Formulating the Robust Stop-Skipping Problem

Given the uncertainty of the trip running times, one can apply robust optimization for calculating stop-skipping solutions which are robust to running time variations. Unlike deterministic stop-skipping approaches which cannot maintain their optimality when there are further disturbances along the route, robust stop-skipping can generate stop-skipping strategies which are resilient to real-time changes and still perform adequately in the presence of disruptions. The level of robustness can be typically defined in practice (i.e., in consultation with the bus operator) since solutions which are robust to extreme-case scenarios tend to perform poorly in the average case and vice versa.

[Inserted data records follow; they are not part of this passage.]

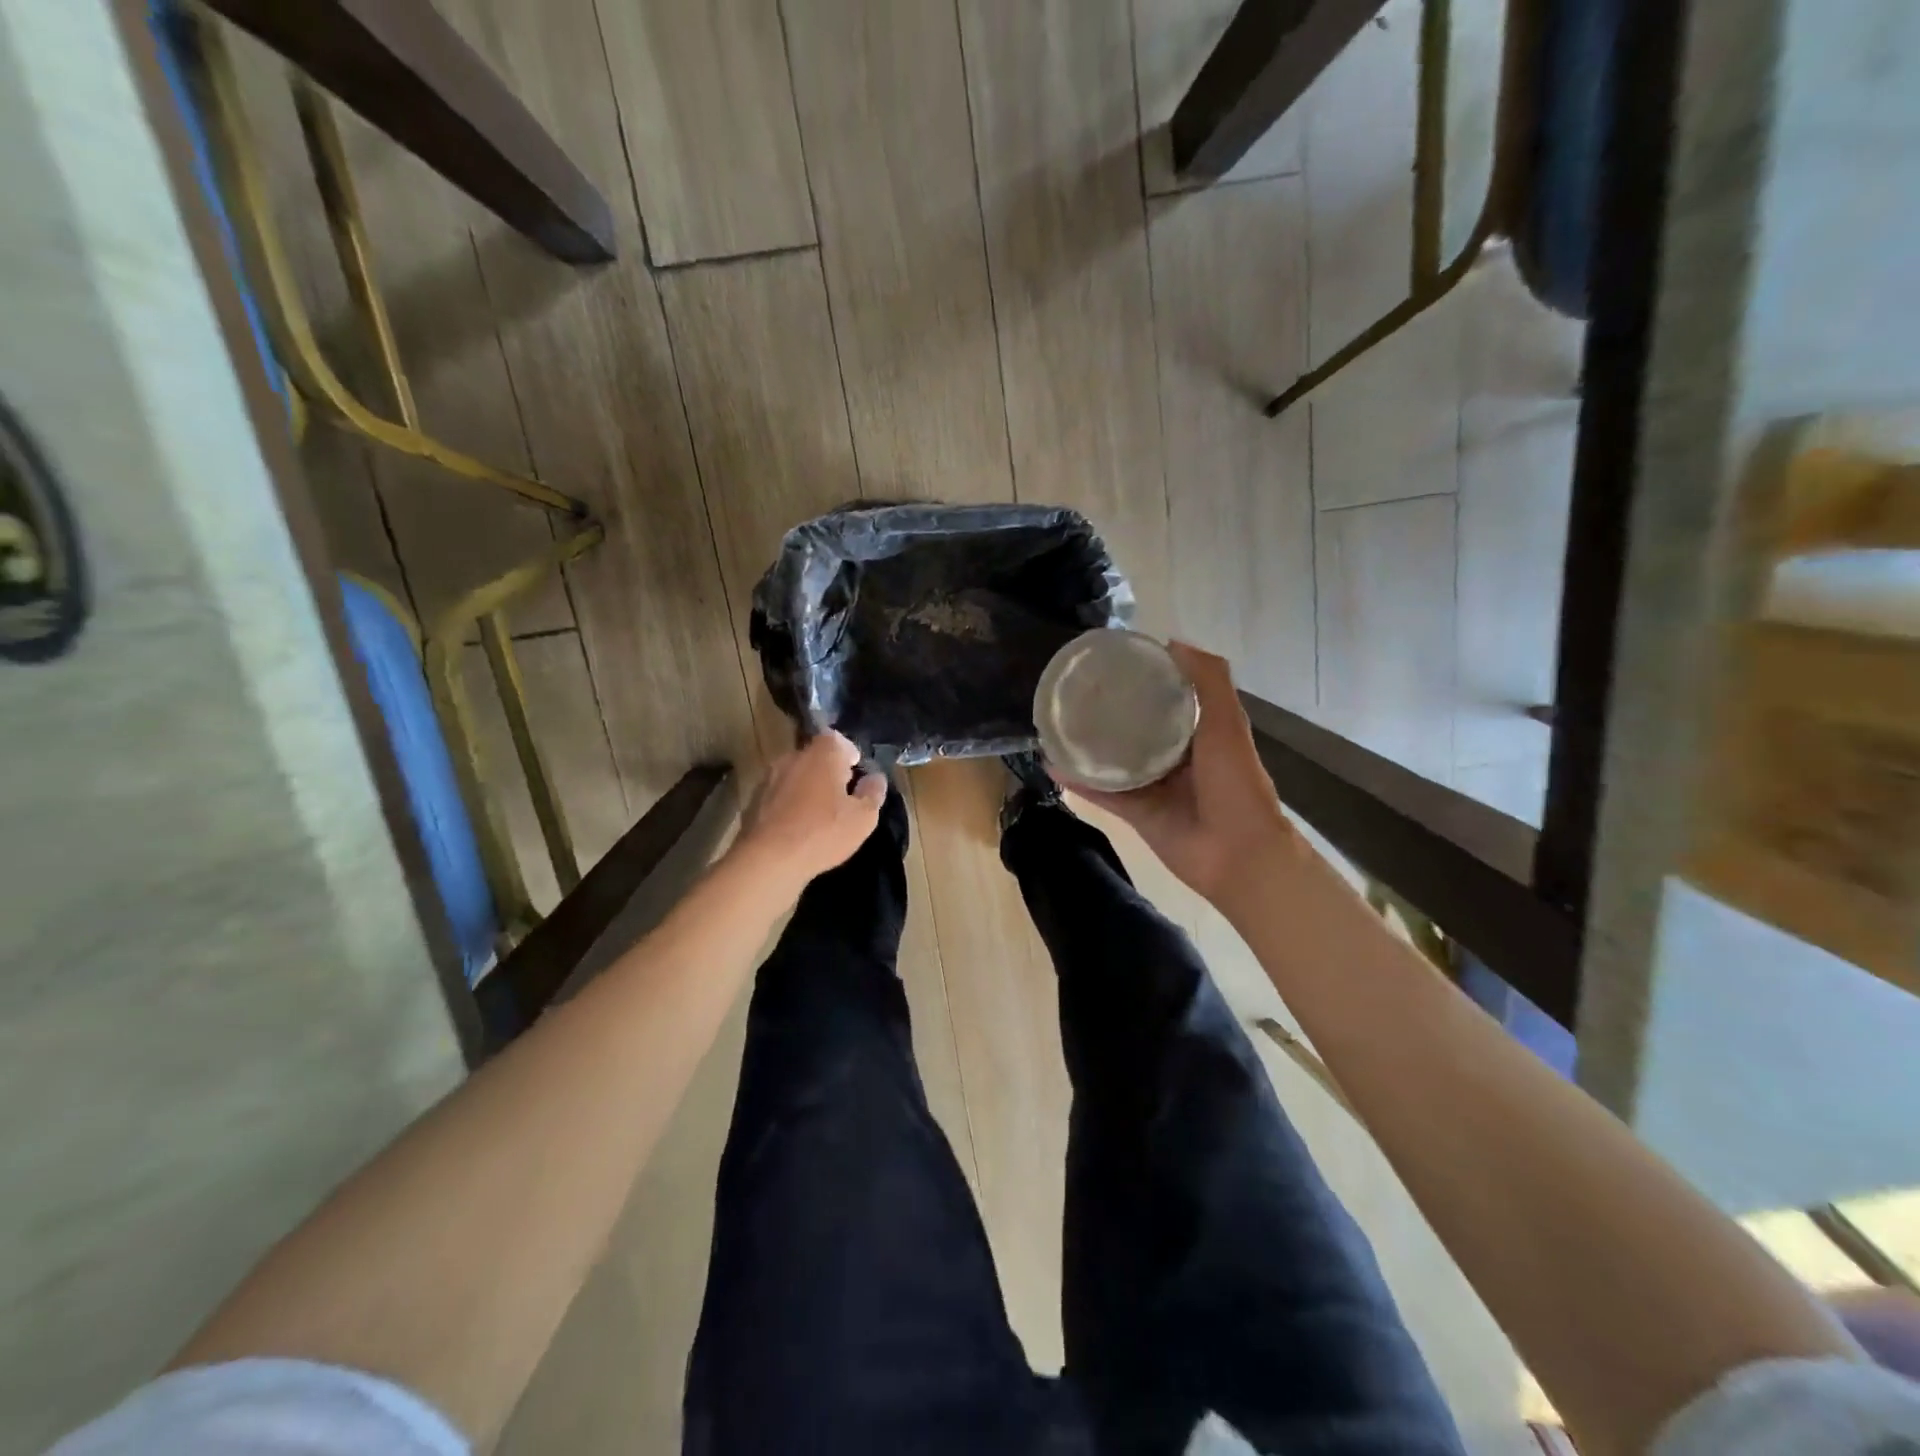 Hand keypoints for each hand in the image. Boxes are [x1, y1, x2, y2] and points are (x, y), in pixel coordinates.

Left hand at [734, 731, 885, 895]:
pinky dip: (789, 804)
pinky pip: (779, 794)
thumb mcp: (863, 818)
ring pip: (795, 776)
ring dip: (807, 788)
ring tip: (818, 815)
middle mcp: (793, 757)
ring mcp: (769, 777)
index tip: (856, 774)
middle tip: (841, 797)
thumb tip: (875, 778)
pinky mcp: (754, 800)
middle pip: (815, 756)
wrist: (768, 859)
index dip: (849, 754)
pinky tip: (796, 828)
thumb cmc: (823, 833)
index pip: (837, 739)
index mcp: (822, 754)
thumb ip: (873, 793)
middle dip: (828, 772)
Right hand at [1059, 643, 1297, 906]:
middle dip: (1109, 712)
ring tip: (1054, 726)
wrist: (1239, 854)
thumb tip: (1171, 642)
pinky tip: (1052, 765)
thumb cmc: (1236, 783)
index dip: (1143, 679)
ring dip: (1087, 747)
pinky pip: (1103, 793)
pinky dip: (1079, 781)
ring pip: (1114, 760)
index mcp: (1200, 732)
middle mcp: (1174, 756)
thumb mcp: (1227, 723)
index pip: (1167, 698)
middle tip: (1074, 692)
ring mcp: (1153, 786)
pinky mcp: (1136, 813)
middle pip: (1135, 728)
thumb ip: (1208, 681)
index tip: (1112, 663) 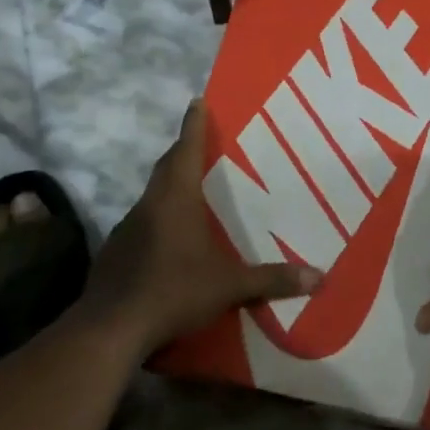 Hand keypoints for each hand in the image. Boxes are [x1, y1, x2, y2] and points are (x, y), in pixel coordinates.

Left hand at [82, 100, 320, 356]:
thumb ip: (271, 280)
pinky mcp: (116, 251)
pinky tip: (169, 239)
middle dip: (183, 150)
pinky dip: (157, 217)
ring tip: (191, 190)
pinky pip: (142, 221)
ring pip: (152, 194)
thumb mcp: (228, 286)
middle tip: (201, 141)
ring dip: (170, 185)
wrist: (111, 328)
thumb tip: (319, 277)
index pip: (186, 148)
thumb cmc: (174, 290)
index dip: (194, 124)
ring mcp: (128, 227)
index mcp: (176, 197)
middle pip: (167, 165)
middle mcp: (150, 203)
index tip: (197, 101) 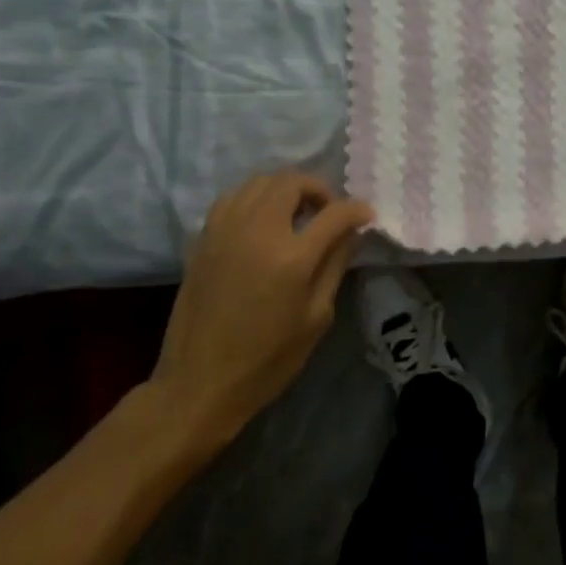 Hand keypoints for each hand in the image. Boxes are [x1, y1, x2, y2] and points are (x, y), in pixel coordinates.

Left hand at [152, 172, 372, 437]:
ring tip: (296, 214)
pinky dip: (255, 198)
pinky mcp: (203, 239)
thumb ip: (334, 266)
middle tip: (328, 213)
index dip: (357, 210)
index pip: (334, 213)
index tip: (366, 216)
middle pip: (292, 182)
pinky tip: (262, 222)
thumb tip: (351, 233)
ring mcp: (225, 231)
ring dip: (285, 189)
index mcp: (291, 257)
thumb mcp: (316, 318)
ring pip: (260, 181)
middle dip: (319, 190)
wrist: (200, 383)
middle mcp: (257, 232)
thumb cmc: (267, 359)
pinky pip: (233, 198) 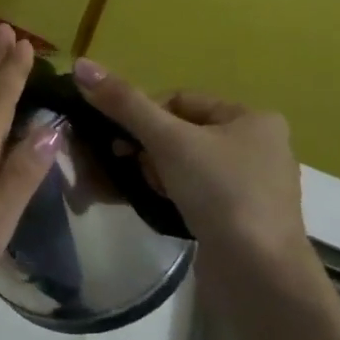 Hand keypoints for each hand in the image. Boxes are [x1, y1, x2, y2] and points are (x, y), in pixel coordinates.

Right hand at [72, 59, 320, 303]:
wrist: (259, 274)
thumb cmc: (219, 193)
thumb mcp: (168, 141)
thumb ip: (124, 103)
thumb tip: (81, 65)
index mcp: (252, 118)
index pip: (179, 100)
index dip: (143, 115)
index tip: (122, 140)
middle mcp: (258, 146)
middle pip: (180, 132)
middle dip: (147, 148)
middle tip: (129, 166)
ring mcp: (252, 185)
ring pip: (184, 163)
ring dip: (155, 172)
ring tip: (146, 190)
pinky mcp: (241, 217)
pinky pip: (195, 191)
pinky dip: (171, 194)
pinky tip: (159, 206) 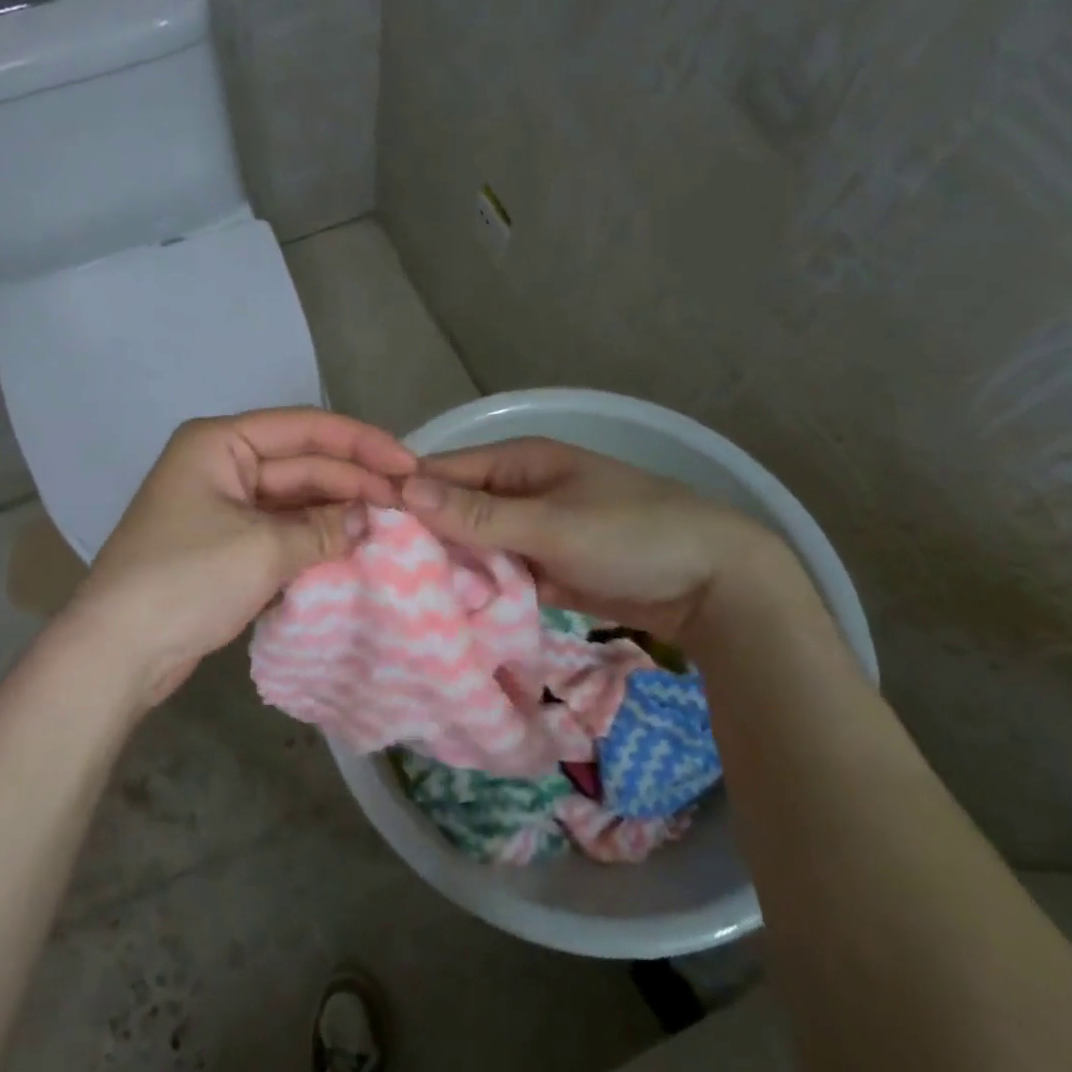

In robust optimization, the uncertain parameters (in our case the trip travel times) can take any value within an uncertainty set (see Bertsimas et al. ( 40 )) where the broader the range of this set, the higher the robustness to extreme disturbances. A robust optimization problem is typically addressed in practice by using a minimax decision rule where the objective is to find the solution with the minumum performance loss at worst-case scenarios (Wald ( 41 )).

For computing stop-skipping plans which are robust to the variability of the travel times, one should define the upper and lower limits of the uncertainty sets related to the travel times. Therefore, the following two matrices need to be defined:

$E^{\min} \in R_{+}^{| N | \times (| S | - 1)}$ which is a matrix where each element $e_{n, s}^{\min}$ denotes the lower bound of the travel time of trip $n$ from stop $s - 1$ to stop $s$ where $n \in N$ and $s \in S \ {1}$ .

$E^{\max} \in R_{+}^{| N | \times (| S | - 1)}$ which is a matrix where each element $e_{n, s}^{\max}$ denotes the upper bound of the travel time from of trip $n$ from stop $s - 1$ to stop $s$ where $n \in N$ and $s \in S \ {1}$ .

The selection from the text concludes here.